* **What the task requires**
Output the records below in full, word for word; pictures do not belong in it.

* **Records provided**
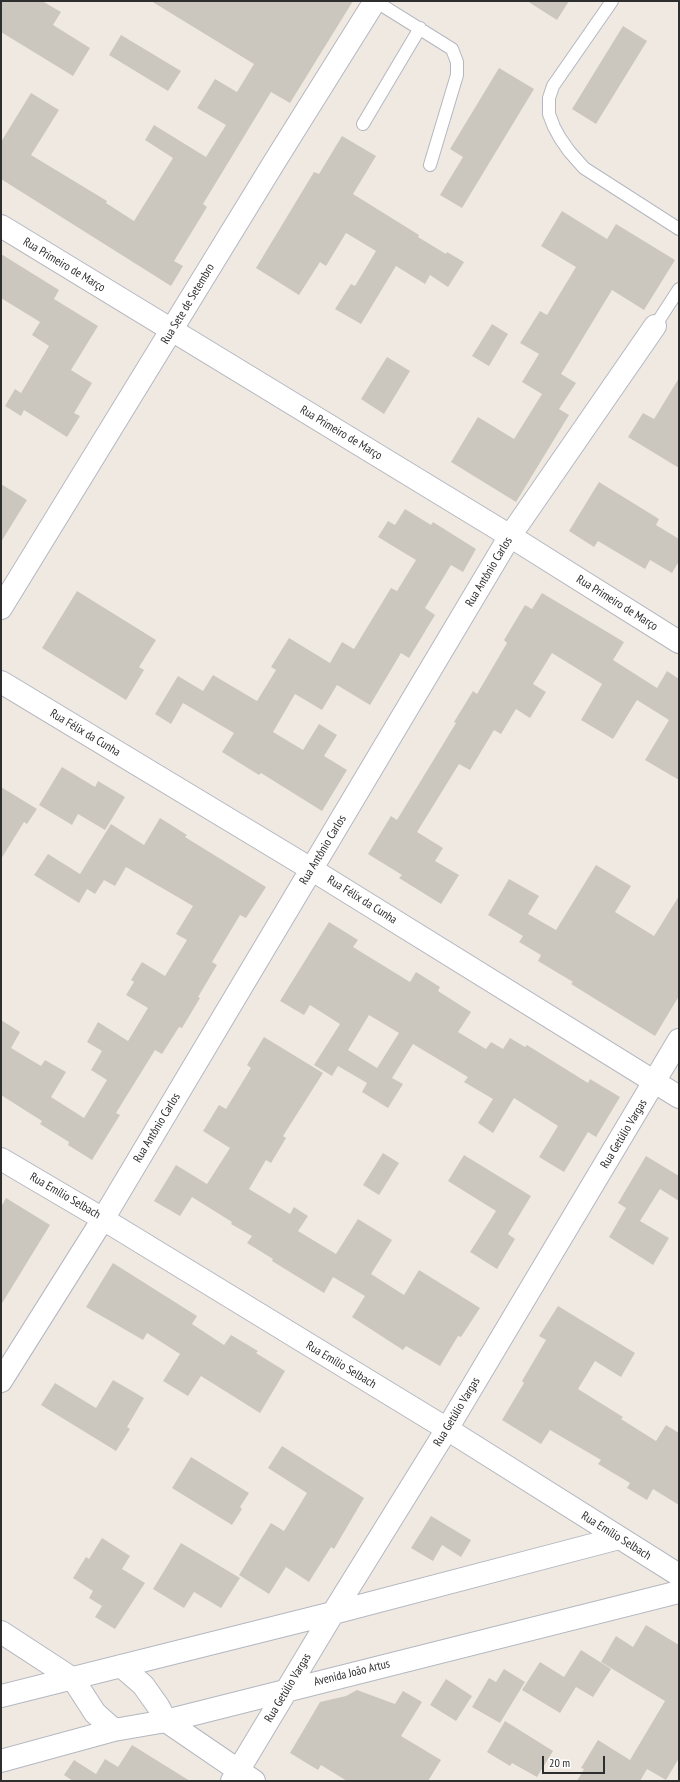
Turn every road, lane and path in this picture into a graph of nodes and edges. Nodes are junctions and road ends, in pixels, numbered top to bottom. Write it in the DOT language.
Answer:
graph roads {
  1 [pos="375,1"];
  2 [pos="612,1"];
  3 [pos="420,28"];
  4 [pos="363,124"];
  5 [pos="430,165"];
  6 [pos="1,226"];
  7 [pos="679,229"];
  8 [pos="679,289"];
  9 [pos="655,326"];
  10 [pos="172,330"];
  11 [pos="510,536"];
  12 [pos="1,608"];
  13 [pos="679,642"];
  14 [pos="1,682"];
  15 [pos="311,869"];
  16 [pos="679,1040"];
  17 [pos="655,1082"];
  18 [pos="679,1097"];
  19 [pos="1,1159"];
  20 [pos="103,1219"];
  21 [pos="1,1381"];
  22 [pos="446,1429"];
  23 [pos="619,1538"];
  24 [pos="679,1575"];
  25 [pos="679,1592"];
  26 [pos="332,1613"];
  27 [pos="1,1632"];
  28 [pos="121,1666"];
  29 [pos="73,1679"];
  30 [pos="288,1689"];
  31 [pos="1,1696"];
  32 [pos="166,1721"];
  33 [pos="114,1730"];
  34 [pos="1,1761"];
  35 [pos="241,1778"];
  1 -- 3 [label="lane"];
  1 -- 10 [label="street, Rua Sete de Setembro"];
  2 -- 7 [label="lane"];
  3 -- 4 [label="lane"];
  3 -- 5 [label="lane"];
  6 -- 10 [label="street, Rua Primeiro de Março"];
  8 -- 9 [label="lane"];
  9 -- 11 [label="street, Rua Antônio Carlos"];
  10 -- 11 [label="street, Rua Primeiro de Março"];
  10 -- 12 [label="street, Rua Sete de Setembro"];
  11 -- 13 [label="street, Rua Primeiro de Março"];
  11 -- 15 [label="street, Rua Antônio Carlos"];
  14 -- 15 [label="street, Rua Félix da Cunha"];
  15 -- 17 [label="street, Rua Félix da Cunha"];
  15 -- 20 [label="street, Rua Antônio Carlos"];
  16 -- 17 [label="street, Rua Getúlio Vargas"];
  17 -- 18 [label="street, Rua Félix da Cunha"];
  17 -- 22 [label="street, Rua Getúlio Vargas"];
  19 -- 20 [label="street, Rua Emílio Selbach"];
  20 -- 21 [label="street, Rua Antônio Carlos"];
  20 -- 22 [label="street, Rua Emílio Selbach"];
  22 -- 23 [label="street, Rua Emílio Selbach"];
  22 -- 26 [label="street, Rua Getúlio Vargas"];
  23 -- 24 [label="street, Rua Emílio Selbach"];
  23 -- 26 [label="street"];
  25 -- 30 [label="street, Avenida João Artus"];
  26 -- 28 [label="street"];
  26 -- 30 [label="street, Rua Getúlio Vargas"];
  27 -- 29 [label="street"];
  28 -- 29 [label="street"];
  28 -- 32 [label="street"];
  29 -- 31 [label="street"];
  29 -- 33 [label="street"];
  30 -- 32 [label="street, Avenida João Artus"];
  30 -- 35 [label="street, Rua Getúlio Vargas"];
  32 -- 33 [label="street, Avenida João Artus"];
  32 -- 35 [label="street"];
  33 -- 34 [label="street, Avenida João Artus"];
}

* **Output of the exercise**
Turn every road, lane and path in this picture into a graph of nodes and edges. Nodes are junctions and road ends, in pixels, numbered top to bottom. Write it in the DOT language.
Answer:
graph roads {
  1 [pos="375,1"];
  2 [pos="612,1"];
  3 [pos="420,28"];
  4 [pos="363,124"];
  5 [pos="430,165"];
  6 [pos="1,226"];
  7 [pos="679,229"];
  8 [pos="679,289"];
  9 [pos="655,326"];
  10 [pos="172,330"];
  11 [pos="510,536"];
  12 [pos="1,608"];
  13 [pos="679,642"];
  14 [pos="1,682"];
  15 [pos="311,869"];
  16 [pos="679,1040"];
  17 [pos="655,1082"];
  18 [pos="679,1097"];
  19 [pos="1,1159"];
  20 [pos="103,1219"];
  21 [pos="1,1381"];
  22 [pos="446,1429"];
  23 [pos="619,1538"];
  24 [pos="679,1575"];
  25 [pos="679,1592"];
  26 [pos="332,1613"];
  27 [pos="1,1632"];
  28 [pos="121,1666"];
  29 [pos="73,1679"];
  30 [pos="288,1689"];
  31 [pos="1,1696"];
  32 [pos="166,1721"];
  33 [pos="114,1730"];
  34 [pos="1,1761"];
  35 [pos="241,1778"];
  1 -- 3 [label="lane"];
  1 -- 10 [label="street, Rua Sete de Setembro"];
  2 -- 7 [label="lane"];
  3 -- 4 [label="lane"];
  3 -- 5 [label="lane"];
  6 -- 10 [label="street, Rua Primeiro de Março"];
  8 -- 9 [label="lane"];
  9 -- 11 [label="street, Rua Antônio Carlos"];
  10 -- 11 [label="street, Rua Primeiro de Março"];
  10 -- 12 [label="street, Rua Sete de Setembro"];
  11 -- 13 [label="street, Rua Primeiro de Março"];
  11 -- 15 [label="street, Rua Antônio Carlos"];
  14 -- 15 [label="street, Rua Félix da Cunha"];
  15 -- 17 [label="street, Rua Félix da Cunha"];
  15 -- 20 [label="street, Rua Antônio Carlos"];
  16 -- 17 [label="street, Rua Getúlio Vargas"];
  17 -- 18 [label="street, Rua Félix da Cunha"];
  17 -- 22 [label="street, Rua Getúlio Vargas"];
  19 -- 20 [label="street, Rua Emílio Selbach"];
  20 -- 21 [label="street, Rua Antônio Carlos"];
  20 -- 22 [label="street, Rua Emílio Selbach"];
  22 -- 23 [label="street, Rua Emílio Selbach"];
  22 -- 26 [label="street, Rua Getúlio Vargas"];
  23 -- 24 [label="street, Rua Emílio Selbach"];
  23 -- 26 [label="street"];
  25 -- 30 [label="street, Avenida João Artus"];
  26 -- 28 [label="street"];
  26 -- 30 [label="street, Rua Getúlio Vargas"];
  27 -- 29 [label="street"];
  28 -- 29 [label="street"];
  28 -- 32 [label="street"];
  29 -- 31 [label="street"];
  29 -- 33 [label="street"];
  30 -- 32 [label="street, Avenida João Artus"];
  30 -- 35 [label="street, Rua Getúlio Vargas"];
  32 -- 33 [label="street, Avenida João Artus"];
  32 -- 35 [label="street"];
  33 -- 34 [label="street, Avenida João Artus"];
}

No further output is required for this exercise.